What you should do:
What lines below include the word "thumb"? Copy each one.

Supplied data:

--- START ---

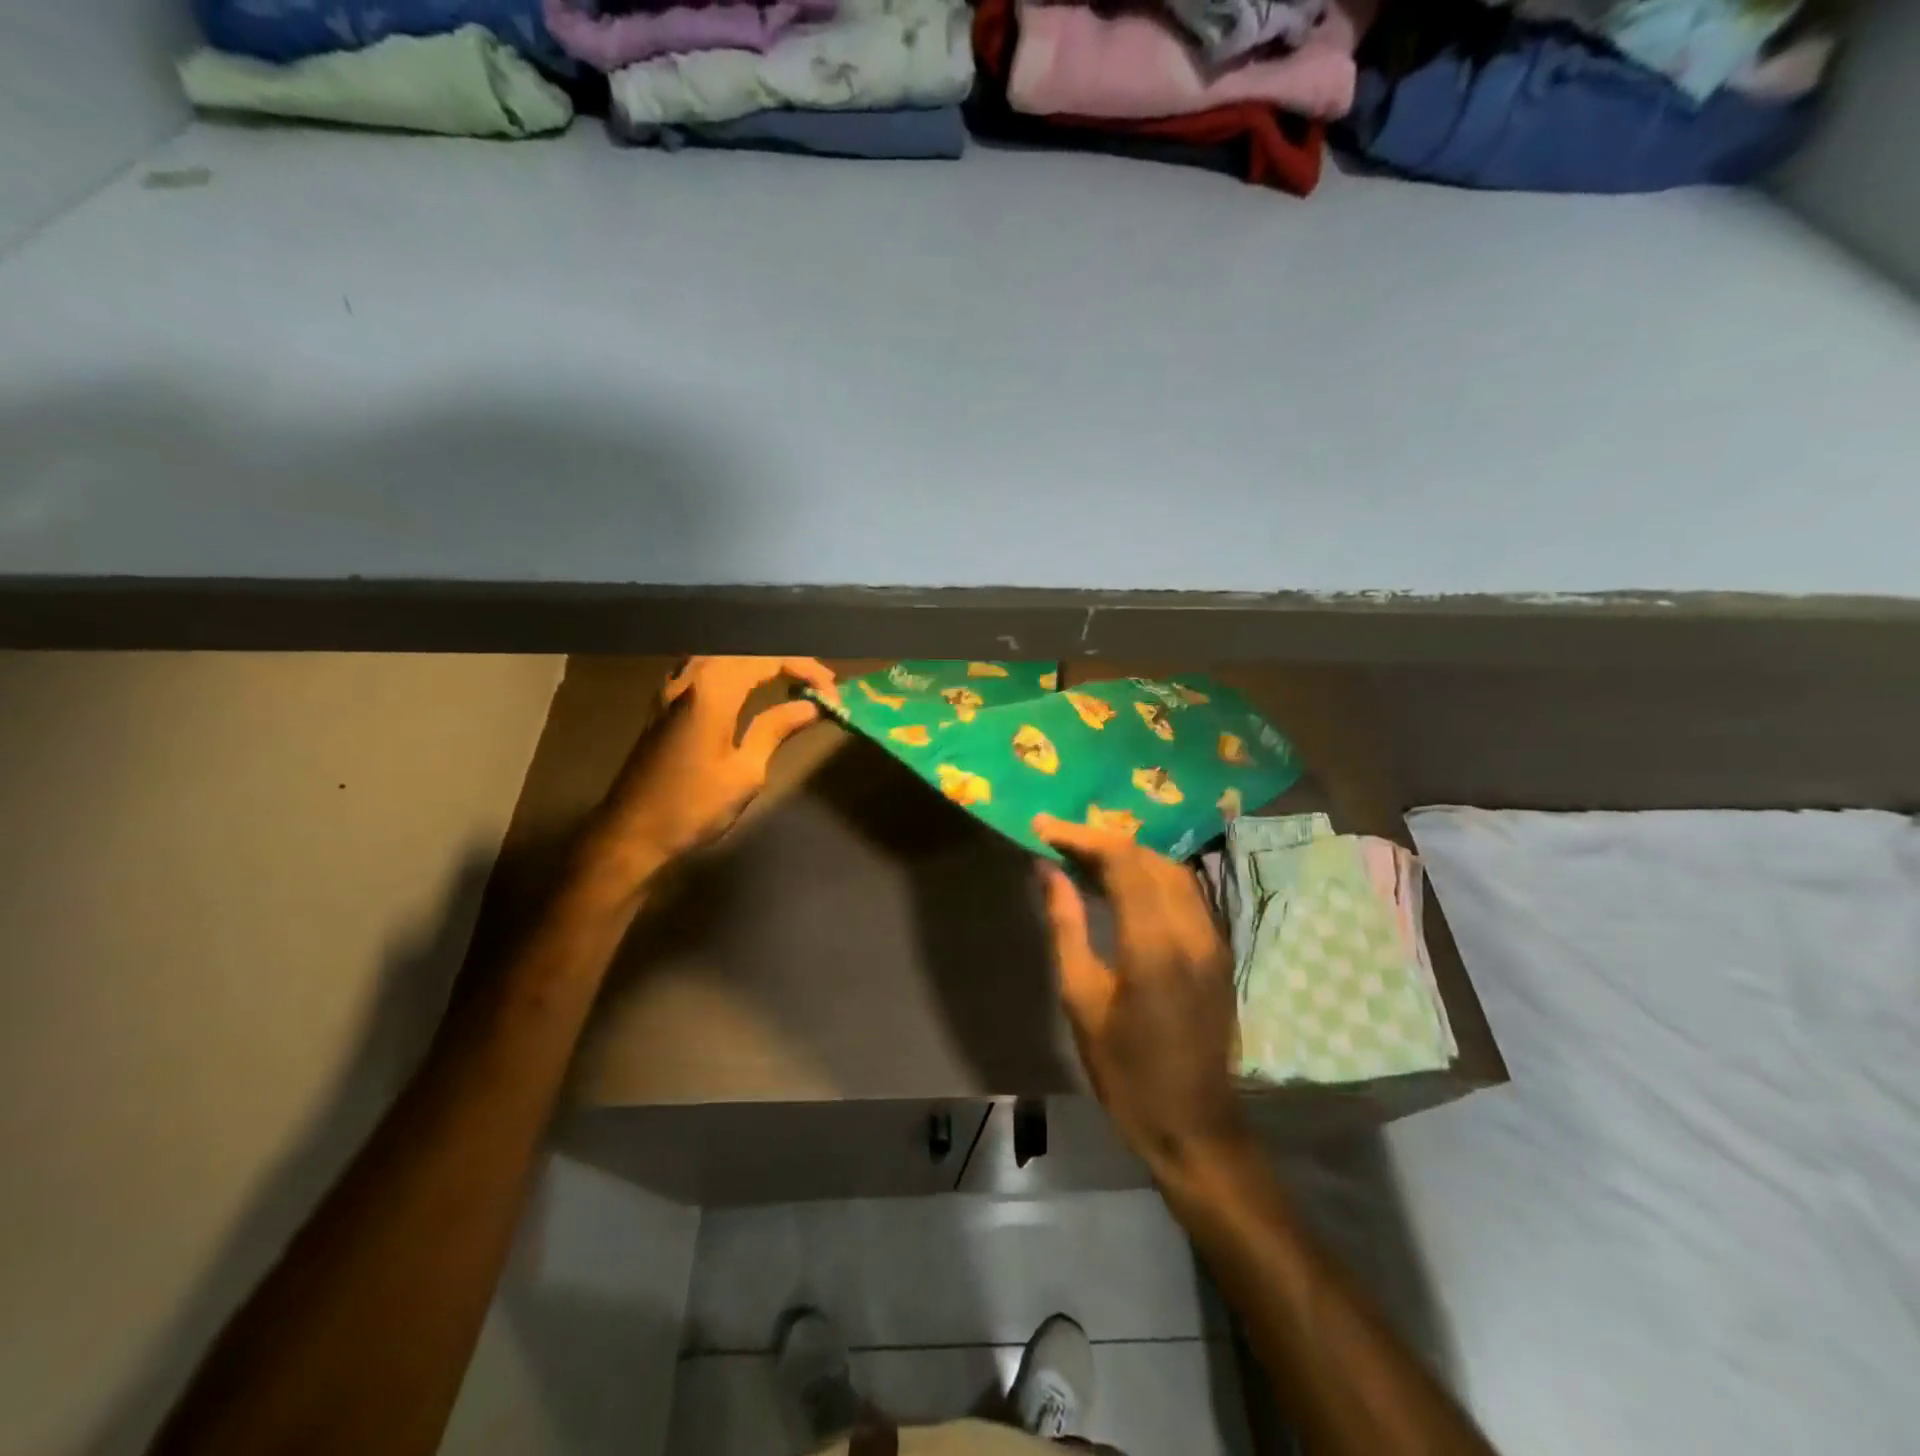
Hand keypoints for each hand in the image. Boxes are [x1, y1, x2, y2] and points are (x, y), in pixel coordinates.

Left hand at [579, 657, 838, 898]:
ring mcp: (671, 689)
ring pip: (723, 656)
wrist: (631, 834)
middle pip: (746, 651)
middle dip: (786, 662)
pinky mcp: (663, 704)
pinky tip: (746, 688)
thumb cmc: (693, 807)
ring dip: (758, 664)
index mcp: (712, 691)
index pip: (768, 660)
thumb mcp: (745, 772)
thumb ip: (776, 729)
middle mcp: (689, 679)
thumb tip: (810, 708)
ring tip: (788, 682)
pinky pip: (704, 669)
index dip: (805, 670)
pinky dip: (733, 671)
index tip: (832, 693)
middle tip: (818, 685)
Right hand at [1033, 814, 1250, 1178]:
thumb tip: (1046, 870)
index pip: (1122, 861)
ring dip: (1128, 854)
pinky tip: (1120, 884)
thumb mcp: (1081, 998)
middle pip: (1148, 857)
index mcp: (1155, 943)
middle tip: (1058, 839)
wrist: (1193, 1125)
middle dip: (1101, 840)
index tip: (1043, 826)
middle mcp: (1192, 929)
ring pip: (1170, 870)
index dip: (1081, 836)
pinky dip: (1148, 875)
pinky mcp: (1218, 950)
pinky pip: (1184, 892)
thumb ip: (1065, 925)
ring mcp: (1212, 938)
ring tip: (1083, 856)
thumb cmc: (1125, 1070)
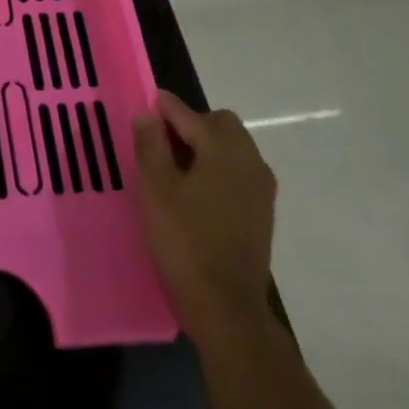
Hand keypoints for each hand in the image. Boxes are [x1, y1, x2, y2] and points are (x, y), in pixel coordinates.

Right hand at [133, 89, 277, 341]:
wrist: (226, 305)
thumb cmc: (185, 240)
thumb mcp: (156, 189)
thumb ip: (150, 145)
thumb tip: (147, 114)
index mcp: (223, 150)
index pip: (191, 115)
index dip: (165, 107)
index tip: (146, 103)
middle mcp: (249, 161)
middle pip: (221, 125)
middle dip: (192, 123)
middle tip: (160, 139)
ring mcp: (261, 188)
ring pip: (234, 148)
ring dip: (207, 146)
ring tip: (175, 165)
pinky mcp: (262, 212)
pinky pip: (239, 172)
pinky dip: (219, 168)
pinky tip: (196, 190)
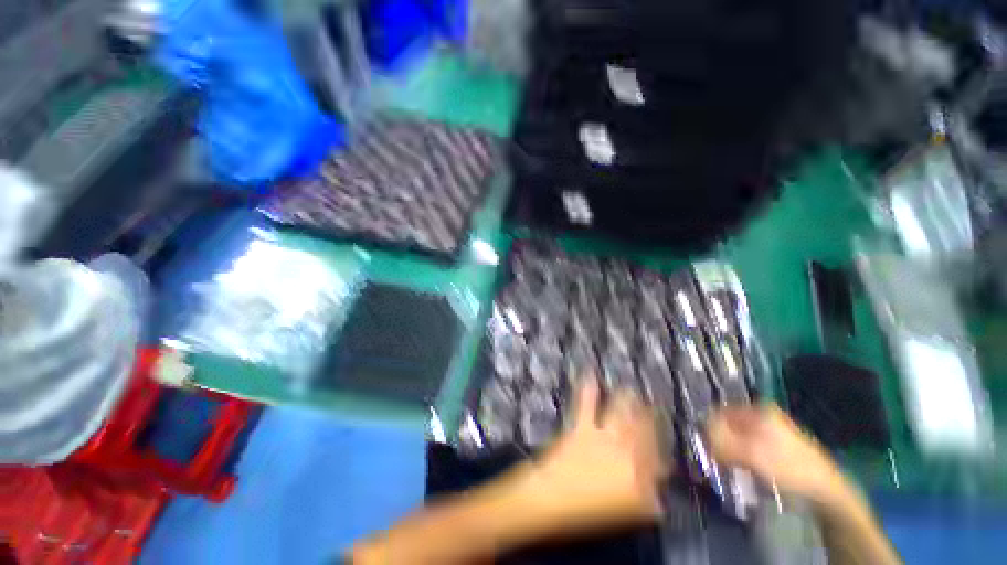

--- END ---

Response to this exercise:
thumb cmc: (693, 807)
thumb mcp: (745, 772)
thumb ip: (776, 729)
thumb tip: (810, 708)
thumb tip: (1046, 870)
thumb mcp: (1081, 998)
thumb ip: (1065, 925)
thumb cmc: (1125, 1070)
thumb cmc: (185, 240)
thumb mcp: (156, 189)
thumb ip: (150, 145)
thumb tip: (147, 114)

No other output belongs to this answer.